You have every right to ask why I’d frown at 1967 nostalgia music but grin at 1977 nostalgia music. Well, there’s a reason. The band at the monorail party interpreted old Beatles and Stones numbers into slowed-down, dumbed-down exercises in collective self-congratulation. The live performances in the punk documentary were brisk, brash statements of mass resistance. The Thatcher and Reagan regimes (like the Bush regime today, only slightly less stupidly) were on jugggernauts to redistribute wealth upward, to spread war and poverty, to make the world safe for corporate graft. Punk rock, at its best, was one big loud defiant NO! to the whole reactionary worldview.
(Progressive politics isn’t just for slam-dancers anymore either. But punk’s classic note of rejecting the given situation, and creating/demanding a more human-scale world, is something we could all use a lot more of now.)
The Seattle monorail referendum is the only major issue on this year’s mid-term local ballot. (There’s also a statewide highway levy, and the ritual re-elections of unopposed congresspeople and state legislators. But the monorail’s the one ballot item assured to change the region’s future.)

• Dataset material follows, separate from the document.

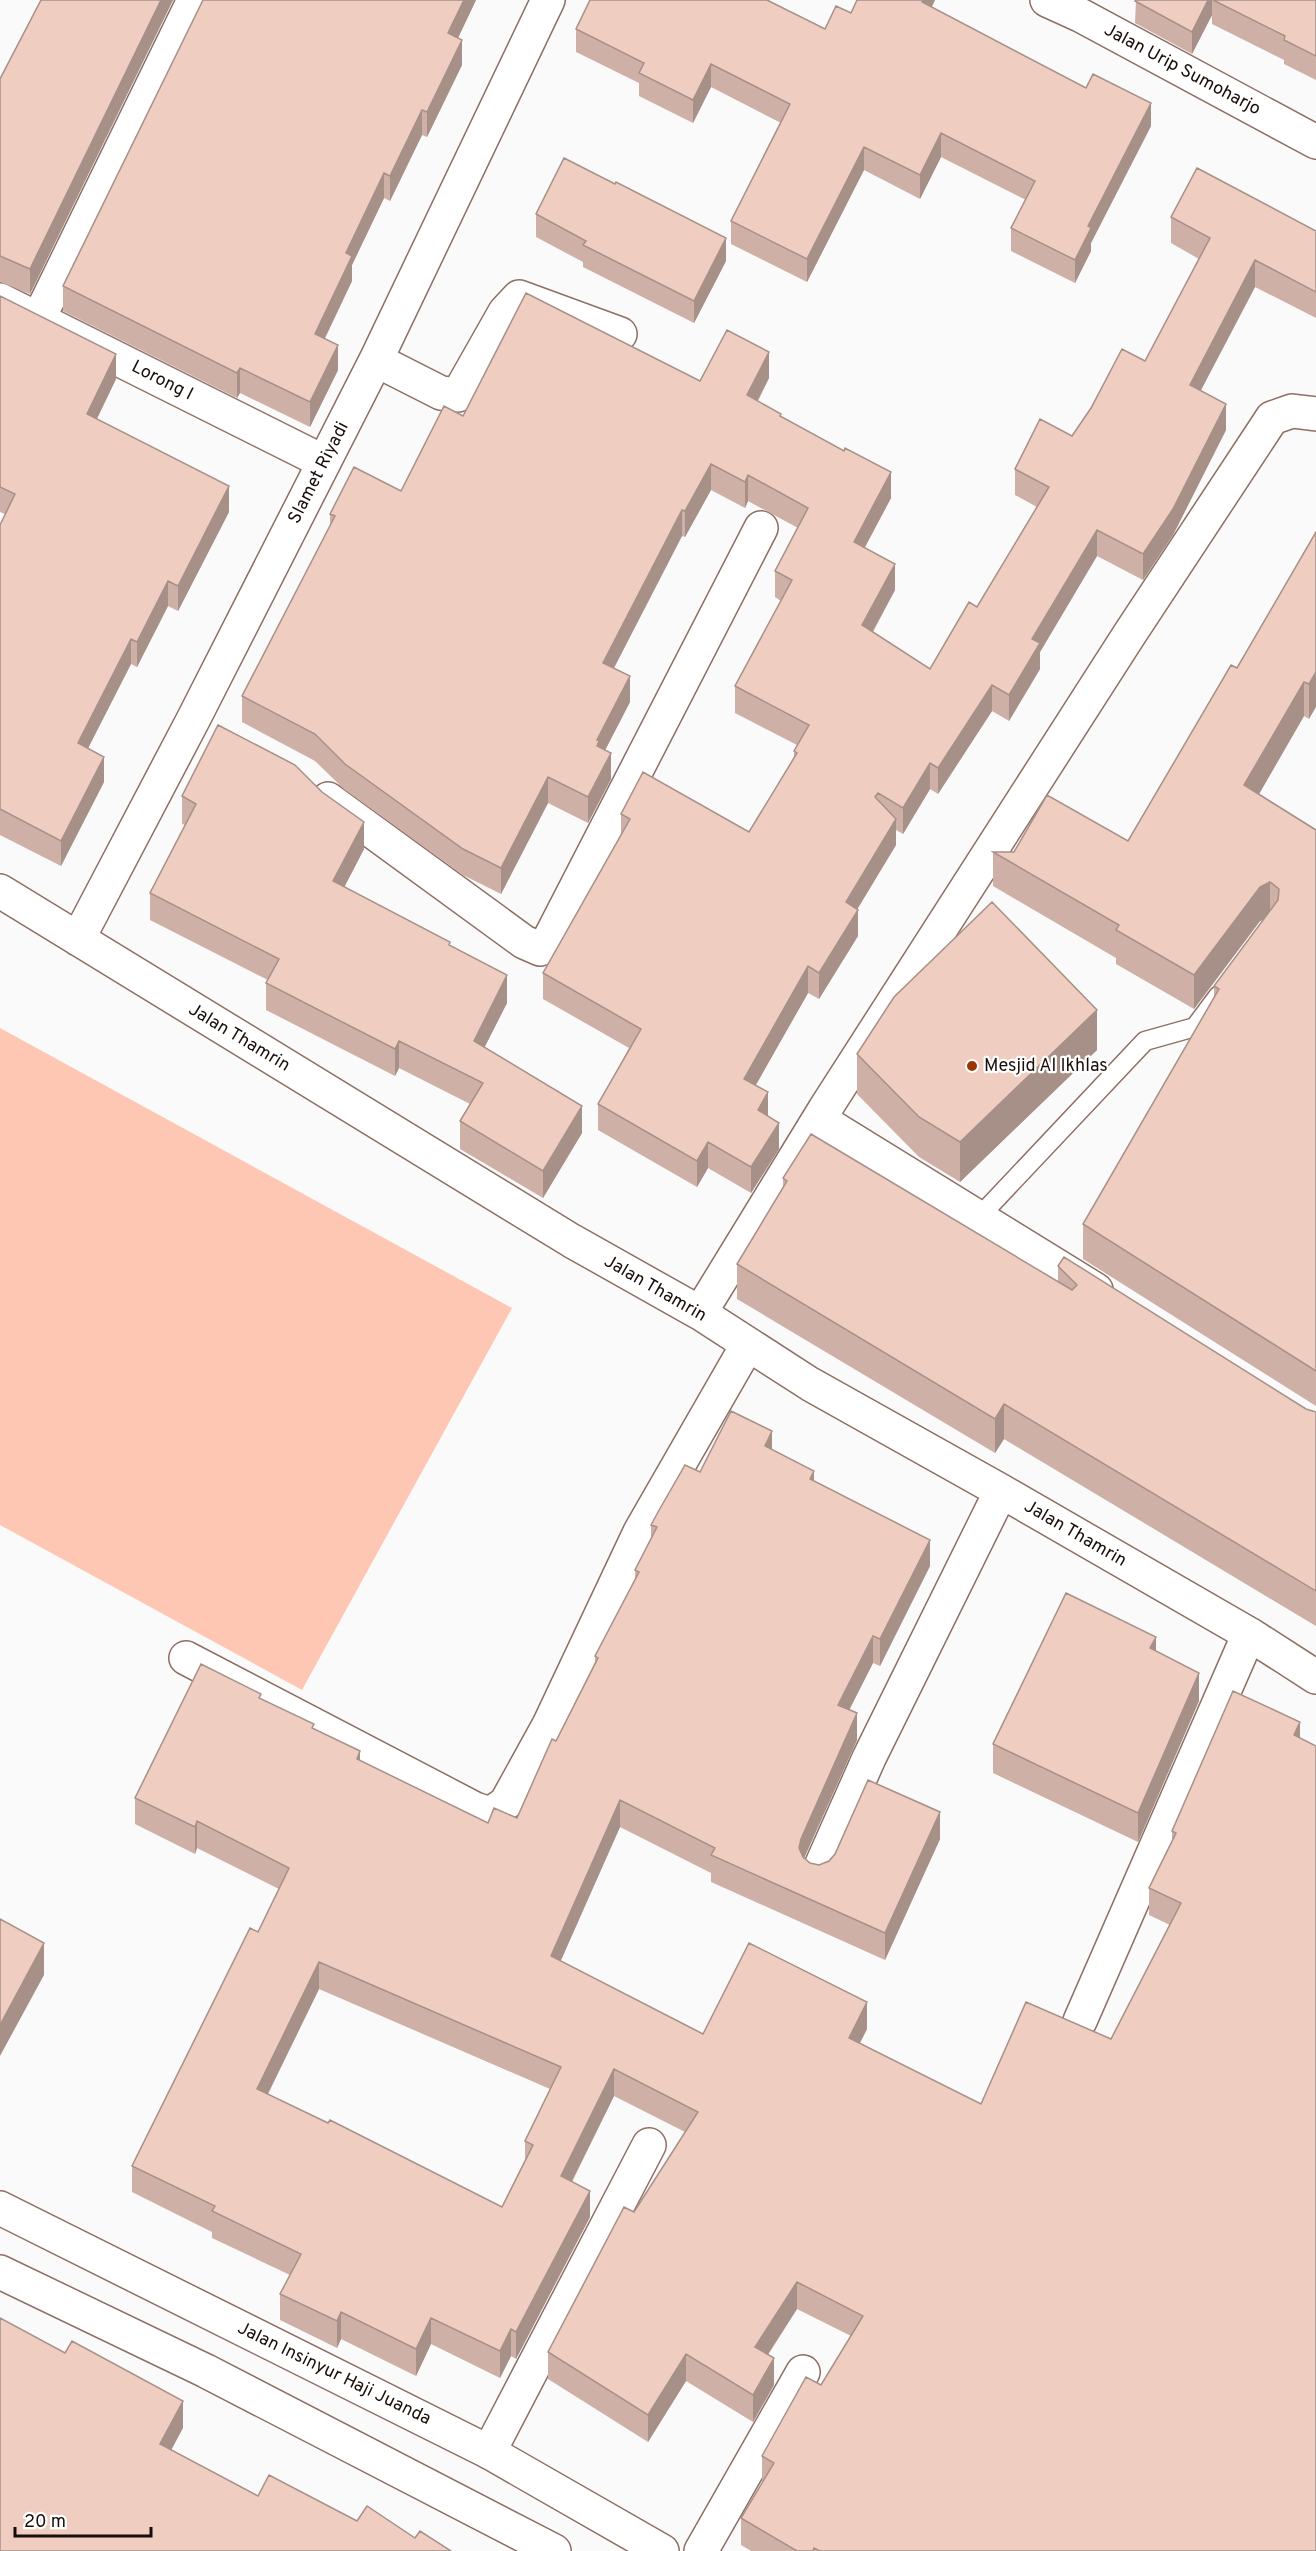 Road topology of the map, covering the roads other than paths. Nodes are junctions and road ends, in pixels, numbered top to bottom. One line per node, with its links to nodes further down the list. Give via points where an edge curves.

Since the movement’s start in 1996 by ex-cabdriver Dick Falkenbury, through two initiatives (the second was to repeal the city council’s actions to kill the project), and now on to the vote to actually build a 14-mile phase-one line, the monorail’s been loved by almost everybody except the big guys.
Thus, the three-month barrage of questionable “facts,” innuendo, and outright smear tactics by assorted political and business “leaders,” whose chief spokesman is a former scandal-plagued port commissioner.
The shallowness and shrillness of the anti-monorail drive has only helped confirm my suspicions that this isn’t just a vote on building an in-city transit system. It’s also being treated by many as a referendum on the “Seattle Process” political machine itself. This machine believes it has the sole right to paternistically decide what’s best for the citizenry (which usually means whatever the Nordstroms and Paul Allen want). The machine’s m.o. is all about the deserved primacy of “experts,” planners, and authorities. It can’t stand the threat of actual citizen-driven democracy.
Seattle needs an economical, efficient, out-of-car-traffic transit system designed just for in-town everyday movement (as opposed to suburban commutes). The process machine needs a comeuppance. There are other reasons for Seattle residents to vote for the monorail, but these two are the most important.